[[ RECORDS SUPPLIED, beginning ]]
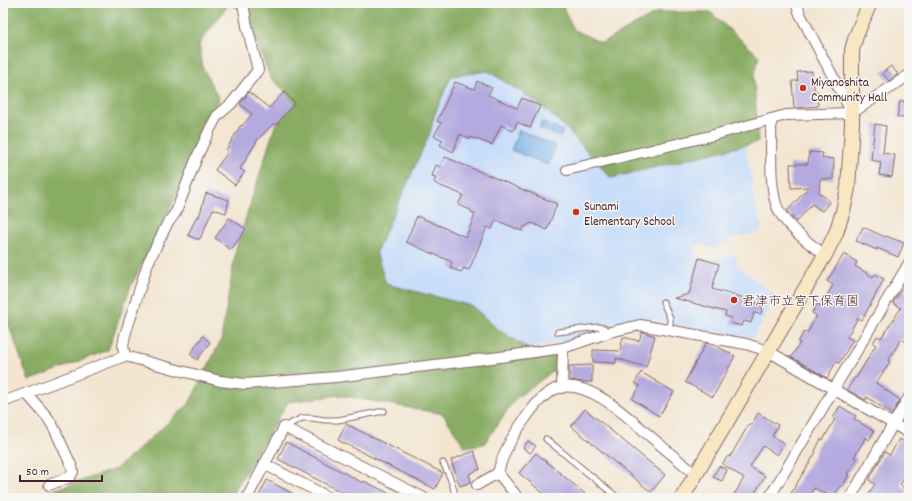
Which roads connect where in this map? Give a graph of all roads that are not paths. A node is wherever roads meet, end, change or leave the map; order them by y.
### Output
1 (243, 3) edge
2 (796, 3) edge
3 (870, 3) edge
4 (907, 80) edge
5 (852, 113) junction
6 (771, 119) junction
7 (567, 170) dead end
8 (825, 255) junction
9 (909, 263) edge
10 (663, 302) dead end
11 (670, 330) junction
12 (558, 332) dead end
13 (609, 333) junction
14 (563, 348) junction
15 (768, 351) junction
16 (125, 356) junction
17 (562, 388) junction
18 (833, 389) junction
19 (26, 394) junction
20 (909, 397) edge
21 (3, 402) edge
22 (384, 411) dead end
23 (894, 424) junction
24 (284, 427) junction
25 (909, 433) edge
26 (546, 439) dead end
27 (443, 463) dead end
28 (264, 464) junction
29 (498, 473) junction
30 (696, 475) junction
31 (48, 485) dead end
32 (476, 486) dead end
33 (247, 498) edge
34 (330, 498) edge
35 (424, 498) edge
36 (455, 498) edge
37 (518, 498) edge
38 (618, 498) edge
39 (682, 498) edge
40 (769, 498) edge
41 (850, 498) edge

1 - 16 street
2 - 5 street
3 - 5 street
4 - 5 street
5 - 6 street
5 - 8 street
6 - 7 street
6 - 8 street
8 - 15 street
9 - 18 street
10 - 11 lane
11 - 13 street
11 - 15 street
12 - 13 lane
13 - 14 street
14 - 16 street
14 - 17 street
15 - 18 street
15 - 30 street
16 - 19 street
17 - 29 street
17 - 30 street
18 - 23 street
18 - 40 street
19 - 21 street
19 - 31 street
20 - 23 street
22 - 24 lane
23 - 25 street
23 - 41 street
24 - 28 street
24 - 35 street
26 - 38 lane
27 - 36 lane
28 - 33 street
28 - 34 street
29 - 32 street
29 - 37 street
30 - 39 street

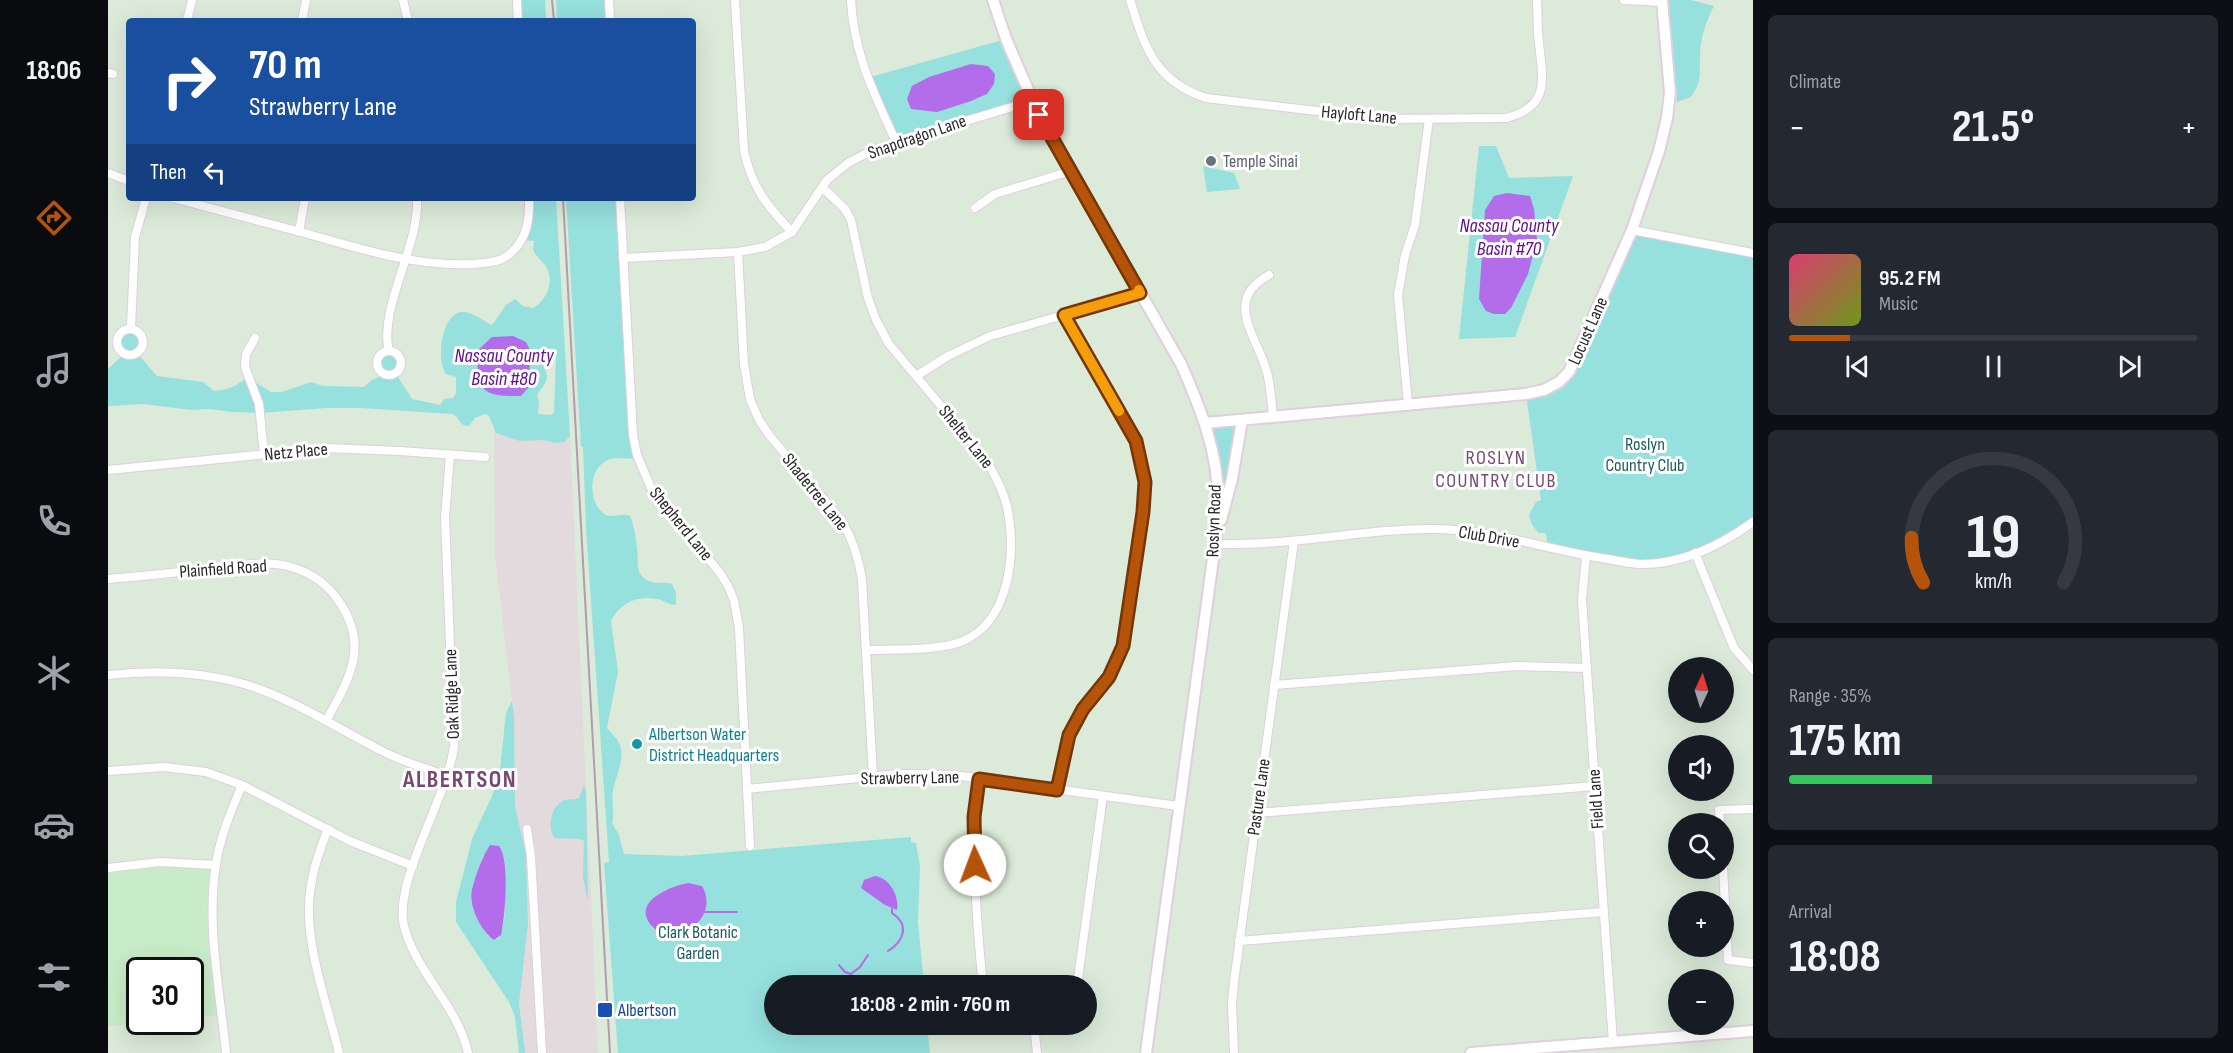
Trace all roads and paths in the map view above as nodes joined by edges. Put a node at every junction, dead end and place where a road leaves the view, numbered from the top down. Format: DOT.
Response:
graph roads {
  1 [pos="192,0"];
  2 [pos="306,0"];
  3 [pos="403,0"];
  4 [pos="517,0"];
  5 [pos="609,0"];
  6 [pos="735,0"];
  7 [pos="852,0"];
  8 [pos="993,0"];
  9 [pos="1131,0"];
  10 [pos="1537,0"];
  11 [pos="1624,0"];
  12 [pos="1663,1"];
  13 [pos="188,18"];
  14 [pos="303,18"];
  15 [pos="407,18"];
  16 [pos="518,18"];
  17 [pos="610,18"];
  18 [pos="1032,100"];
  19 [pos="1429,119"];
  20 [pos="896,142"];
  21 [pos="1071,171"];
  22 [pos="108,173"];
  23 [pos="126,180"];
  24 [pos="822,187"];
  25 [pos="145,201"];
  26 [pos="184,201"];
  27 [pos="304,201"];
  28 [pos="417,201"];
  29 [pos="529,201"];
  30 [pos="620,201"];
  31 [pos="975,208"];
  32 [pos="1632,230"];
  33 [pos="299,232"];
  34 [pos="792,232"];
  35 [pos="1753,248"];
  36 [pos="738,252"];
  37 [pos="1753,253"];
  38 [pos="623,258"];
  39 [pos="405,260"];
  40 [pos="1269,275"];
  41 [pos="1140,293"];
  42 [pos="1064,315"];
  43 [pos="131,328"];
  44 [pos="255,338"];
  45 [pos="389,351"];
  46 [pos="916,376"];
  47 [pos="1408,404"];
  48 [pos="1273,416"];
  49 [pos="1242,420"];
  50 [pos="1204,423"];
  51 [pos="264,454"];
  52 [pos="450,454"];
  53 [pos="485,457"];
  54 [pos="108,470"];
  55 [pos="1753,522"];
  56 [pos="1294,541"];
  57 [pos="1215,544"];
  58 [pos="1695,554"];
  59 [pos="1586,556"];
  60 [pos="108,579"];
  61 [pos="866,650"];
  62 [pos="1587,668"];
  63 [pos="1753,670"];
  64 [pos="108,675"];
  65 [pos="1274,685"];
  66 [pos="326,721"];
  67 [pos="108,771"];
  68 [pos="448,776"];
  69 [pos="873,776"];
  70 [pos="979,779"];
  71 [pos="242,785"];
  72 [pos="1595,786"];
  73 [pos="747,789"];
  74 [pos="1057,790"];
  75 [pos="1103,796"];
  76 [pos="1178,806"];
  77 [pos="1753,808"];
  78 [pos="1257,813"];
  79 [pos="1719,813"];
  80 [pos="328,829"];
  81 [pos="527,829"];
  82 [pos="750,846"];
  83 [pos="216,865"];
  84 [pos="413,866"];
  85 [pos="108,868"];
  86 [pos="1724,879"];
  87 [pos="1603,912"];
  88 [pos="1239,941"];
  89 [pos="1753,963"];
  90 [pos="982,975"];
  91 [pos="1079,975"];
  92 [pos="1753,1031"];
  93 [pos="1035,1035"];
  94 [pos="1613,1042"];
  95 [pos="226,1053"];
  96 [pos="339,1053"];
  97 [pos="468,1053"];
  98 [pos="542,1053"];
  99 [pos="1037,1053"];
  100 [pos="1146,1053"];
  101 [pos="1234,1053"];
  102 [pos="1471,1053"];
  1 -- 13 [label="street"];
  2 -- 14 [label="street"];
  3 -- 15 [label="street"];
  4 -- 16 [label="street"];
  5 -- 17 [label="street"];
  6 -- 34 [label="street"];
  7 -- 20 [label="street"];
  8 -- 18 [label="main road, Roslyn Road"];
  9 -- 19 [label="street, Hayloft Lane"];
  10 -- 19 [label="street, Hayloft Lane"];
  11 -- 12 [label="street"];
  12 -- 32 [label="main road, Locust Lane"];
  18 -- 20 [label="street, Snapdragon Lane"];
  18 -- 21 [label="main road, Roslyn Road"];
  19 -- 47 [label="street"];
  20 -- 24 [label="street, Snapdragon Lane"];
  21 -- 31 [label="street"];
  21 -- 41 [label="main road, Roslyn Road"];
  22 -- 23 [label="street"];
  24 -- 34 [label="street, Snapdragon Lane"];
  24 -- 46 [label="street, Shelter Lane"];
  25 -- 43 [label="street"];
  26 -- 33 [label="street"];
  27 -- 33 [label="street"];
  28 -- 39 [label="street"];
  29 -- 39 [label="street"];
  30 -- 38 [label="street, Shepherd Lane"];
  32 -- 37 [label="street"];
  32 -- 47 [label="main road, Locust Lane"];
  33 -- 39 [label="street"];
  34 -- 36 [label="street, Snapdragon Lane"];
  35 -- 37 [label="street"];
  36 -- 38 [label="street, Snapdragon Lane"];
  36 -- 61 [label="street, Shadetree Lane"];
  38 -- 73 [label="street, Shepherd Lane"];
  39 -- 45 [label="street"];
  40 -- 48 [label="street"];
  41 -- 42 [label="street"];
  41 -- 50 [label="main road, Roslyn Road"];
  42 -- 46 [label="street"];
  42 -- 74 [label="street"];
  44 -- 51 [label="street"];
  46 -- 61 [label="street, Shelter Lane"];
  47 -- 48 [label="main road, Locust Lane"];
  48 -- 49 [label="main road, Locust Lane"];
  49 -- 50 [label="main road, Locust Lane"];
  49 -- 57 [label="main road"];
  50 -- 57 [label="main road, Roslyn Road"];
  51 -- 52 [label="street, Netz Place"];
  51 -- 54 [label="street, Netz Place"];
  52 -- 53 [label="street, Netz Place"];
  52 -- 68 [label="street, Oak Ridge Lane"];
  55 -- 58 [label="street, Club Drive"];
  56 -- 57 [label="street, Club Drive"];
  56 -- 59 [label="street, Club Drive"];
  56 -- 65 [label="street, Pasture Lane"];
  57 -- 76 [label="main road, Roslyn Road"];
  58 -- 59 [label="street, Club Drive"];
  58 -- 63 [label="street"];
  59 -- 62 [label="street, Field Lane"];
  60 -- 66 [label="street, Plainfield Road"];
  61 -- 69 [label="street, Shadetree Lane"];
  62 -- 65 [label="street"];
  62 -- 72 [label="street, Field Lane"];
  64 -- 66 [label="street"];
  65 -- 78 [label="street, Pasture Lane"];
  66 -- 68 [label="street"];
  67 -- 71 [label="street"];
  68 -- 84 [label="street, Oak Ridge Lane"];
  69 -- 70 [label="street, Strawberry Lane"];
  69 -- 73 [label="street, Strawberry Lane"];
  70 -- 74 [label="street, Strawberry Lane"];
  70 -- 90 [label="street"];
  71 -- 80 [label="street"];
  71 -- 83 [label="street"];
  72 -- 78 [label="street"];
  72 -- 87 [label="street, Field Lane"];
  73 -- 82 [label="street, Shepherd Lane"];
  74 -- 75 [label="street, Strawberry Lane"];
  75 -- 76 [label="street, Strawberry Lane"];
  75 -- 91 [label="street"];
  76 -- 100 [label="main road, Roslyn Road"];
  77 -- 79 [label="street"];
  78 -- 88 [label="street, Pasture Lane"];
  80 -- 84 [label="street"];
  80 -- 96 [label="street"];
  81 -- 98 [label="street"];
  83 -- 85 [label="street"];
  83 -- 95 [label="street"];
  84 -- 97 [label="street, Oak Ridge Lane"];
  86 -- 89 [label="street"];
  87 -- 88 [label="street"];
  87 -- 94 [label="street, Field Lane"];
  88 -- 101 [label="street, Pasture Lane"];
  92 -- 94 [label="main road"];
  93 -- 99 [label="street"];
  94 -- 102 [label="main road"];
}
[[ RECORDS SUPPLIED, end ]]
TASK PROMPT:
Everything from the top line of the data down to and including the line with "Trace all roads" is to be copied, except the pictures.

SOLUTION:
Which roads connect where in this map? Give a graph of all roads that are not paths. A node is wherever roads meet, end, change or leave the map; order them by y.
### Output
1 (243, 3) edge
2 (796, 3) edge
3 (870, 3) edge
4 (907, 80) edge
5 (852, 113) junction
6 (771, 119) junction
7 (567, 170) dead end
8 (825, 255) junction
9 (909, 263) edge
10 (663, 302) dead end
11 (670, 330) junction
12 (558, 332) dead end
13 (609, 333) junction
14 (563, 348) junction
15 (768, 351) junction
16 (125, 356) junction
17 (562, 388) junction
18 (833, 389) junction
19 (26, 394) junction
20 (909, 397) edge
21 (3, 402) edge
22 (384, 411) dead end
23 (894, 424) junction
24 (284, 427) junction
25 (909, 433) edge
26 (546, 439) dead end
27 (443, 463) dead end
28 (264, 464) junction
29 (498, 473) junction
30 (696, 475) junction
31 (48, 485) dead end
32 (476, 486) dead end
33 (247, 498) edge
34 (330, 498) edge
35 (424, 498) edge
36 (455, 498) edge
37 (518, 498) edge
38 (618, 498) edge
39 (682, 498) edge
40 (769, 498) edge
41 (850, 498) edge

1 - 16 street
2 - 5 street
3 - 5 street
4 - 5 street
5 - 6 street
5 - 8 street
6 - 7 street
6 - 8 street
8 - 15 street
9 - 18 street
10 - 11 lane
11 - 13 street
11 - 15 street
12 - 13 lane
13 - 14 street
14 - 16 street
14 - 17 street
15 - 18 street
15 - 30 street
16 - 19 street
17 - 29 street
17 - 30 street
18 - 23 street
18 - 40 street
19 - 21 street
19 - 31 street
20 - 23 street
22 - 24 lane
23 - 25 street
23 - 41 street
24 - 28 street
24 - 35 street
26 - 38 lane
27 - 36 lane
28 - 33 street
28 - 34 street
29 - 32 street
29 - 37 street
30 - 39 street

Trace all roads and paths in the map view above as nodes joined by edges. Put a node at every junction, dead end and place where a road leaves the view, numbered from the top down. Format: DOT.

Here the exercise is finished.